Things had changed, though, over the past few months. Everything had changed. I didn’t need Isla to make me drink too much these days. I was quite capable of doing that all by myself.
The toaster finally spat out its browned offerings, making me jump. I slathered on some butter and layered on the cheese, then turned the grill on, put the toast on a tray underneath it and waited again, listlessly wiping surfaces and stacking empty bottles in the recycling box, my stomach growling.
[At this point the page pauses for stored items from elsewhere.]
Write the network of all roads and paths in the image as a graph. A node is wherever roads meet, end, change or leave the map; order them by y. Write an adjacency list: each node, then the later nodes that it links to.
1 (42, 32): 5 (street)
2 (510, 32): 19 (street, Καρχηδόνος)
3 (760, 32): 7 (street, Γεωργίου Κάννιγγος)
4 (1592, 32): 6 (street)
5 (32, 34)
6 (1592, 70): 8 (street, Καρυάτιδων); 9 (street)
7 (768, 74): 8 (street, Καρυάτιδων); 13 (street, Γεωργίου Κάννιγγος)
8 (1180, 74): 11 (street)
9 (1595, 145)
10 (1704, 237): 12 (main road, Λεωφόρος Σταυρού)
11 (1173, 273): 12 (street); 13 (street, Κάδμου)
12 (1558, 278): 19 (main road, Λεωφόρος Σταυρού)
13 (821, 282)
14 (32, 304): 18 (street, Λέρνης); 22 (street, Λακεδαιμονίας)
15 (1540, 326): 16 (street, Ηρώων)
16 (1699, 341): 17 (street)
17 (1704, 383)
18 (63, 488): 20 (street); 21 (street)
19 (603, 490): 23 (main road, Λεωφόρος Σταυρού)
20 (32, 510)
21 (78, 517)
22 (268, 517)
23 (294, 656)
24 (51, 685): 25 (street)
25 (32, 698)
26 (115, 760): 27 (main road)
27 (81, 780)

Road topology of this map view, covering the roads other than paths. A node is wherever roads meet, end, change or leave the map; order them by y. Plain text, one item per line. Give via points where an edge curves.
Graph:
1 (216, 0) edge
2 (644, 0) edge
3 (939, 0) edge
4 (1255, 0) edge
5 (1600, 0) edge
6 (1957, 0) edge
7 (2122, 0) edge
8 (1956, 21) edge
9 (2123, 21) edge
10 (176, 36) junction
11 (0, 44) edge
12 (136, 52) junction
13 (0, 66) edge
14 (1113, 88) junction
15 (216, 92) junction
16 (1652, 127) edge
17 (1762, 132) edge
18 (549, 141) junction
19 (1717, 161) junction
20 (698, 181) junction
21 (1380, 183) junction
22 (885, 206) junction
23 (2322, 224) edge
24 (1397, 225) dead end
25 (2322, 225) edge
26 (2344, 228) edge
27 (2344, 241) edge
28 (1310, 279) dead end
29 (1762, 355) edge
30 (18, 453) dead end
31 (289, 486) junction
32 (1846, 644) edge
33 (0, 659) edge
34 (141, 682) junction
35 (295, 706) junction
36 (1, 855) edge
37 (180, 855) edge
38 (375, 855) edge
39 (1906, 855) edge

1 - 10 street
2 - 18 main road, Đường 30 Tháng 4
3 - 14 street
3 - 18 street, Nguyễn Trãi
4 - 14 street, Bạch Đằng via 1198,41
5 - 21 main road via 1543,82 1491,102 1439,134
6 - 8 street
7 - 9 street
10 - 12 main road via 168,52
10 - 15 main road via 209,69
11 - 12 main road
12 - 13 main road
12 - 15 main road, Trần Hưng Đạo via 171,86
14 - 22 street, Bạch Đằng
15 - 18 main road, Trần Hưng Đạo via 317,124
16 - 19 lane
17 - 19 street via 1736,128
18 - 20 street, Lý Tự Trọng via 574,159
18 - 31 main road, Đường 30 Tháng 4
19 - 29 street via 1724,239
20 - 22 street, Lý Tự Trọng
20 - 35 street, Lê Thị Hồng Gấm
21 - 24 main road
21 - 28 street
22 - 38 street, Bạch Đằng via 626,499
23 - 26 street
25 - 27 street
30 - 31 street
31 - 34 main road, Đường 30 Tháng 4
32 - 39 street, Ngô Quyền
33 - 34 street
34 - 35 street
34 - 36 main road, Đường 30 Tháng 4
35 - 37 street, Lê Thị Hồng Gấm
As I put the bottle opener back in its drawer I smiled suddenly as I remembered the conversation Isla and I had had last night as I’d wrangled a stubborn cork out of a crisp Sauvignon Blanc.
‘So, next week we’re interviewing the guy who owns that kids’ play park – you know, the one in Leicester where three kids were seriously injured because the equipment was faulty? And he’s blaming the parents for not keeping an eye on their offspring, and it’s sparked a big debate? Thea?’